What Tokyo can – and can’t – teach us about the housing crisis – The Property Chronicle
Select your region of interest:

Real estate, alternative real assets and other diversions

What Tokyo can – and can’t – teach us about the housing crisis With 100,000 new dwellings a year, Tokyo’s housing stock has kept pace with its population

The Economist

A house roof with two dormer windows and the sun shining between them

Be more like Japan. That is the takeaway from a Bloomberg column by the always-interesting Noah Smith. His is the latest article to look at Tokyo’s approach to housing for answers to the spiralling cost of homes in comparable Western cities.

On the surface, the lessons are straightforward, with Tokyo serving as a heartening reminder that the basic laws of supply and demand actually hold true. The best way to lower the cost of housing is to simplify the planning system and let people build more houses. By starting on 100,000 new dwellings a year, Tokyo’s housing stock has more than kept pace with its population. As a result, the cost of housing is low.

The sacrifices involved have been limited. Tokyo has largely built upwards, preventing sprawl. And as Tokyo has grown denser, people’s homes have actually got bigger. Dwelling size increased by 28 per cent between 1988 and 2013.

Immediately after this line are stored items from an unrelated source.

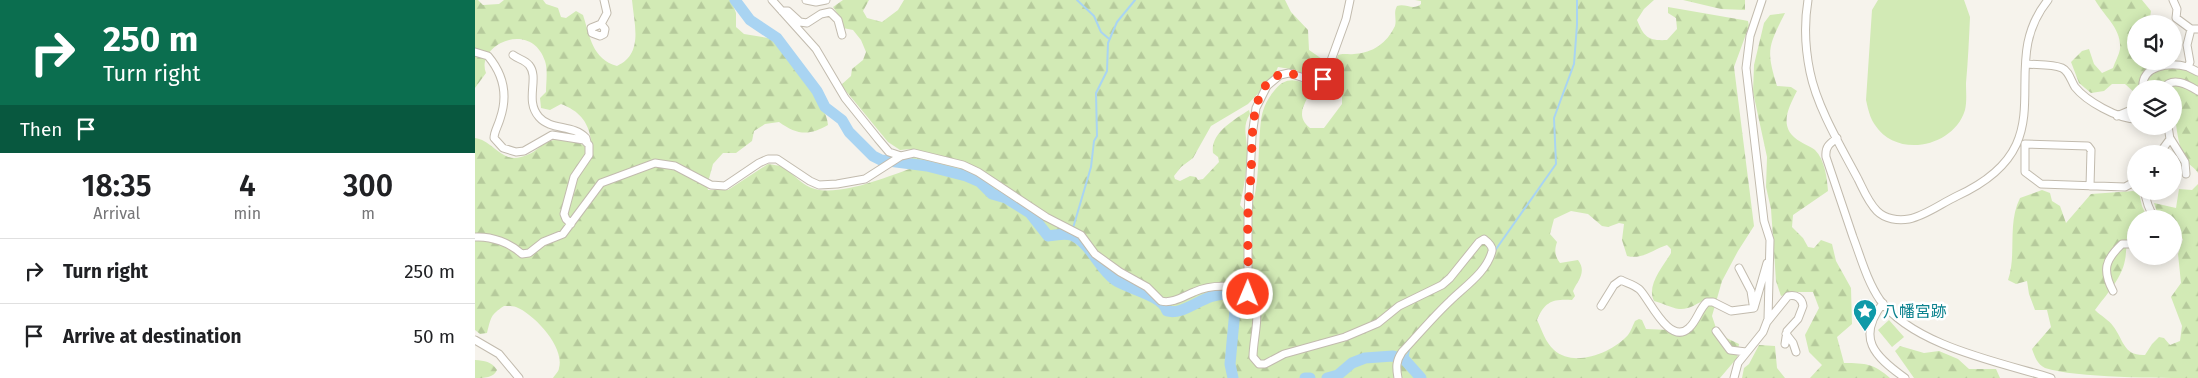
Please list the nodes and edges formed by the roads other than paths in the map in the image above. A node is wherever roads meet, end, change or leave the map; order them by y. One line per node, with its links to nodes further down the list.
1 (604, 0): 11 (street)
2 (771, 0): 10 (street)
3 (806, 0): 4 (street)
4 (826, 0)
5 (1350, 0): 41 (street)
6 (1762, 0): 38 (street)
7 (1808, 0): 26 (street)
8 (2048, 0): 16 (street)
9 (2173, 0): 12 (street)
10 (782, 11): 13 (street); 31 (street)
11 (601, 24)
12 (2194, 29): 17 (street)
13 (842, 35)
14 (475, 52): 28 (street)
15 (513, 55): 28 (street)
16 (2027, 64): 23 (street); 29 (street)
17 (2188, 67): 18 (street); 19 (street)
18 (2198, 72)
19 (2143, 80)
20 (2182, 85): 21 (street)
21 (2198, 91)
22 (2127, 112): 23 (street)
23 (2116, 116): 24 (street)
24 (2127, 118)
25 (2170, 135): 27 (street)
26 (1837, 138): 29 (street); 42 (street)
27 (2170, 138): 30 (street); 32 (street)
28 (587, 142): 35 (street)
29 (2021, 143): 34 (street); 34 (street)
30 (2165, 145)
31 (901, 156): 35 (street); 41 (street)
32 (2186, 174)
33 (2127, 185): 34 (street)
34 (2089, 186)
35 (571, 224): 36 (street)
36 (475, 237)
37 (2127, 244): 40 (street)
38 (1770, 255): 44 (street); 45 (street)
39 (1739, 268): 44 (street)
40 (2113, 291)
41 (1248, 294): 53 (street)
42 (1883, 303): 55 (street); 56 (street)
43 (1601, 306): 44 (street)
44 (1754, 308)
45 (1766, 323): 47 (street); 50 (street)
46 (1715, 331): 50 (street)
47 (1786, 334): 49 (street); 51 (street)
48 (475, 340): 52 (street)
49 (1785, 344)
50 (1746, 352): 54 (street)
51 (1796, 352)
52 (519, 378)
53 (1398, 378)
54 (1734, 378)
55 (1905, 378)
56 (2051, 378)

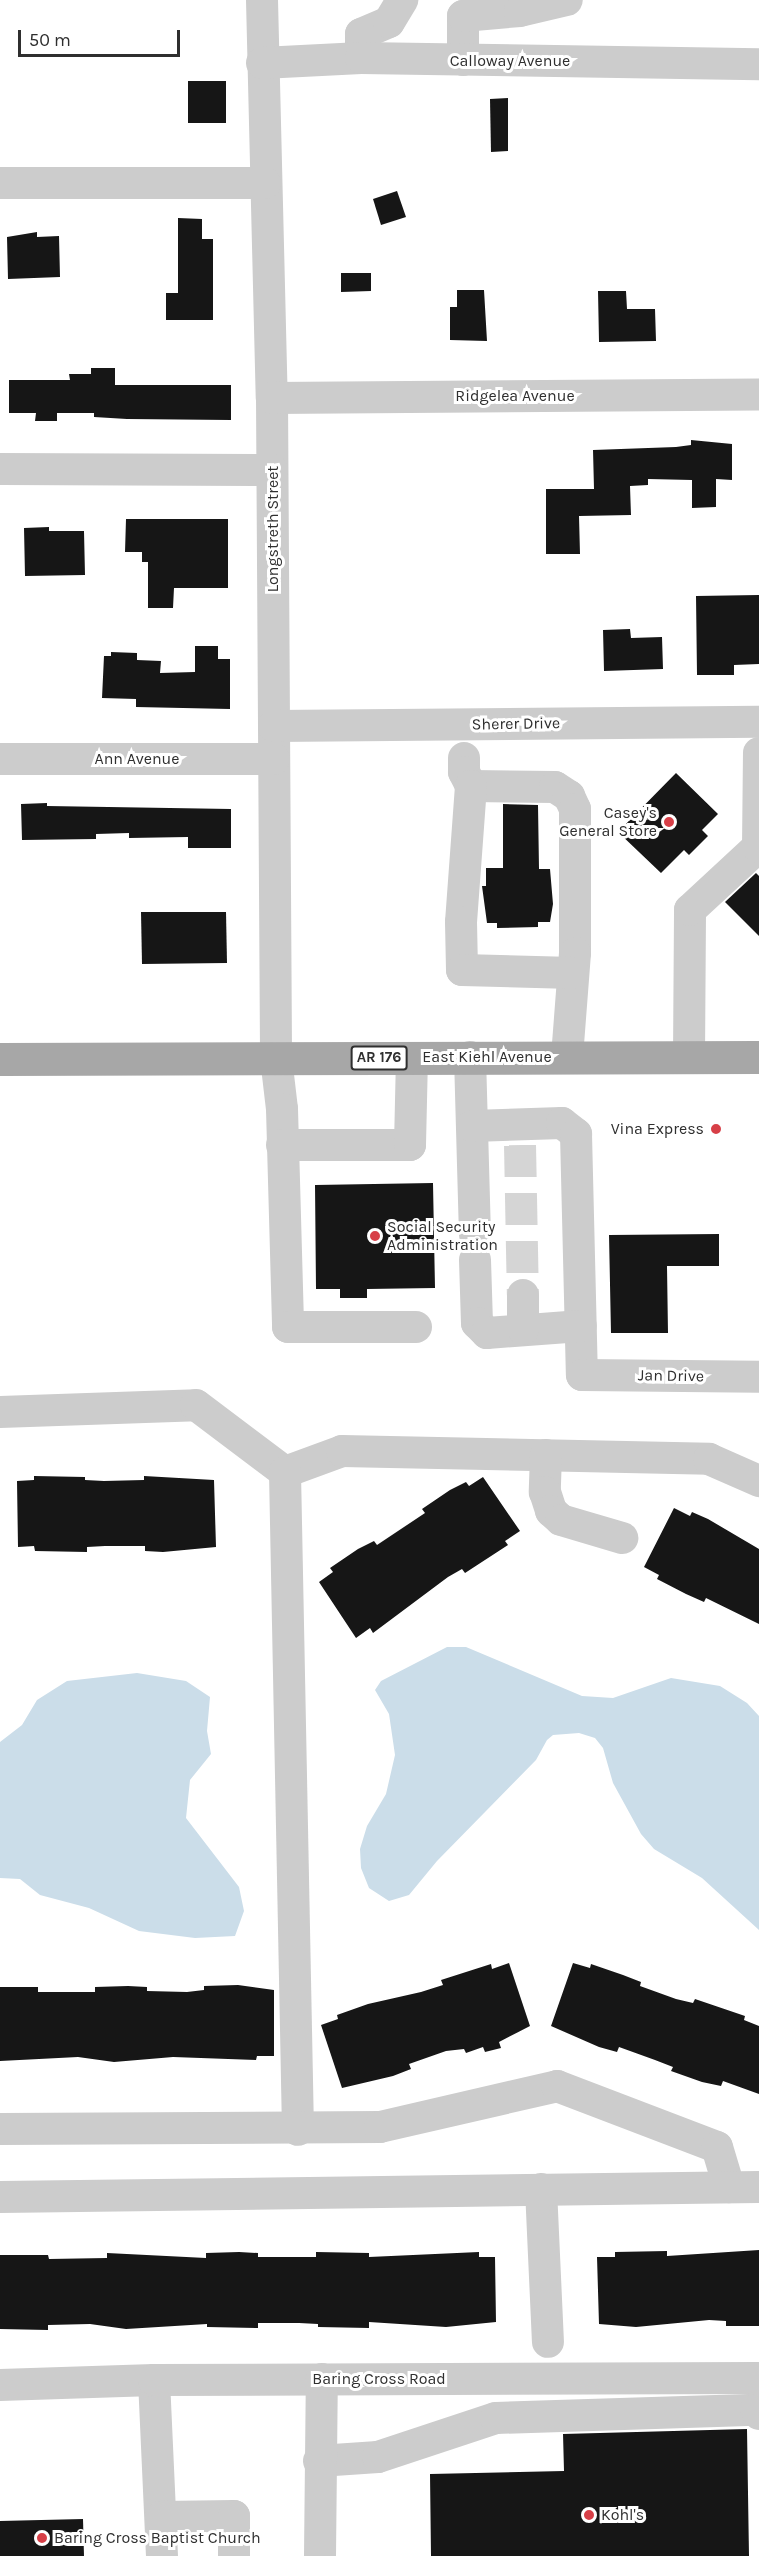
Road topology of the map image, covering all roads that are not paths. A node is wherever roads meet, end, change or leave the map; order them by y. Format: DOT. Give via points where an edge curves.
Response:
graph roads {
  1 [pos="262,0"];
  2 [pos="402,0"];
  3 [pos="567,0"];
  4 [pos="361,58"];
  5 [pos="463,60"];
  6 [pos="262,63"];
  7 [pos="759,64"];
  8 [pos="0,183"];
  9 [pos="265,183"];
  10 [pos="759,394"];
  11 [pos="272,398"];
  12 [pos="0,470"];
  13 [pos="272,470"];
  14 [pos="759,722"];
  15 [pos="465,725"];
  16 [pos="274,726"];
  17 [pos="759,735"];
  18 [pos="759,753"];
  19 [pos="0,759"];
  20 [pos="274,759"];
  21 [pos="468,772"];
  22 [pos="758,847"];
  23 [pos="573,973"];
  24 [pos="470,1057"];
  25 [pos="567,1057"];
  26 [pos="689,1057"];
  27 [pos="759,1057"];
  28 [pos="276,1058"];
  29 [pos="412,1058"];
  30 [pos="0,1059"];
  31 [pos="472,1126"];
  32 [pos="282,1145"];
  33 [pos="523,1295"];
  34 [pos="581,1326"];
  35 [pos="416,1327"];
  36 [pos="523,1329"];
  37 [pos="759,1377"];
  38 [pos="0,1412"];
  39 [pos="546,1455"];
  40 [pos="285,1472"];
  41 [pos="759,1481"];
  42 [pos="621,1538"];
  43 [pos="0,2129"];
  44 [pos="298,2130"];
  45 [pos="744,2187"];
  46 [pos="541,2188"];
  47 [pos="0,2197"];
  48 [pos="548,2342"];
  49 [pos="759,2378"];
  50 [pos="322,2379"];
  51 [pos="493,2379"];
  52 [pos="154,2380"];
  53 [pos="0,2385"];
  54 [pos="759,2414"];
  55 [pos="496,2418"];
  56 [pos="320,2461"];
  57 [pos="161,2517"];
  58 [pos="162,2556"];
  59 [pos="234,2556"];
  60 [pos="320,2556"];
  1 -- 6 [label="street, Longstreth Street"];
  2 -- 4 [label="street" via="388,22 361,34"];
  3 -- 5 [label="street" via="520,11 463,16"];
  4 -- 5 [label="street, Calloway Avenue"];
  4 -- 6 [label="street, Calloway Avenue"];
  5 -- 7 [label="street, Calloway Avenue"];
  6 -- 9 [label="street, Longstreth Street"];
  8 -- 9 [label="street"];
  9 -- 11 [label="street, Longstreth Street"];
  10 -- 11 [label="street, Ridgelea Avenue"];
  11 -- 13 [label="street, Longstreth Street"];
  12 -- 13 [label="street"];
  13 -- 16 [label="street, Longstreth Street"];
  14 -- 15 [label="street, Sherer Drive"];
  14 -- 17 [label="street"];
  15 -- 16 [label="street, Sherer Drive"];
  15 -- 21 [label="street" via="457,748"];
  16 -- 20 [label="street, Longstreth Street"];
  18 -- 22 [label="street"];
  19 -- 20 [label="street, Ann Avenue"];
  20 -- 28 [label="street, Longstreth Street"];
  21 -- 23 [label="street" via="555,787 569,796 575,809 576,849"];
  21 -- 23 [label="street" via="462,970"];
  22 -- 26 [label="street" via="690,910"];
  23 -- 25 [label="street"];
  24 -- 25 [label="main road, East Kiehl Avenue / AR 176"];
  24 -- 29 [label="main road, East Kiehl Avenue / AR 176"];
  24 -- 31 [label="street"];
  25 -- 26 [label="main road, East Kiehl Avenue / AR 176"];
  26 -- 27 [label="main road, East Kiehl Avenue / AR 176"];
  28 -- 29 [label="main road, East Kiehl Avenue / AR 176"];
  28 -- 30 [label="main road, East Kiehl Avenue / AR 176"];
  28 -- 32 [label="street, Longstreth Street"];
  29 -- 32 [label="street" via="410,1145"];
  31 -- 34 [label="street" via="519,1135 562,1123 576,1134"];
  31 -- 36 [label="street" via="477,1323 487,1333"];
  32 -- 35 [label="street, Longstreth Street" via="288,1327"];
  33 -- 36 [label="street"];
  34 -- 36 [label="street"];
  34 -- 37 [label="street, Jan Drive" via="582,1375"];
  38 -- 40 [label="street" via="196,1405"];
  39 -- 40 [label="street" via="342,1451"];
  39 -- 41 [label="street" via="709,1459"];
  39 -- 42 [label="street" via="545,1492 551,1511 561,1520"];
  40 -- 44 [label="street"];
  43 -- 44 [label="street"];
  44 -- 45 [label="street" via="380,2127 557,2086 717,2147"];
  45 -- 46 [label="street"];
  46 -- 47 [label="street"];
  46 -- 48 [label="street"];
  49 -- 51 [label="street, Baring Cross Road"];
  50 -- 51 [label="street, Baring Cross Road"];
  50 -- 52 [label="street, Baring Cross Road"];
  50 -- 56 [label="street"];
  51 -- 55 [label="street"];
  52 -- 53 [label="street, Baring Cross Road"];
  52 -- 57 [label="street"];
  54 -- 55 [label="street" via="756,2410"];
  55 -- 56 [label="street" via="378,2457"];
  56 -- 60 [label="street"];
  57 -- 58 [label="street"];
  57 -- 59 [label="street" via="234,2516"];
}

So far, so encouraging. But look a little closer and you realise there is, as Smith accepts, a big problem with comparisons with Tokyo. In part, the issue is, strange as it may sound, tectonic. Japanese houses have generally only lasted 30 years, thanks largely to the need to earthquake-proof cities. As this 2008 Nomura report explains, after 15 years the typical Japanese house is worth nothing. The Japanese relationship to a house is, at least in economic terms, not that different to their relationship to a fridge.

Property is not a store of wealth for the Japanese middle-class. And so there are far fewer NIMBYs to get in the way of a simple, stream-lined planning system.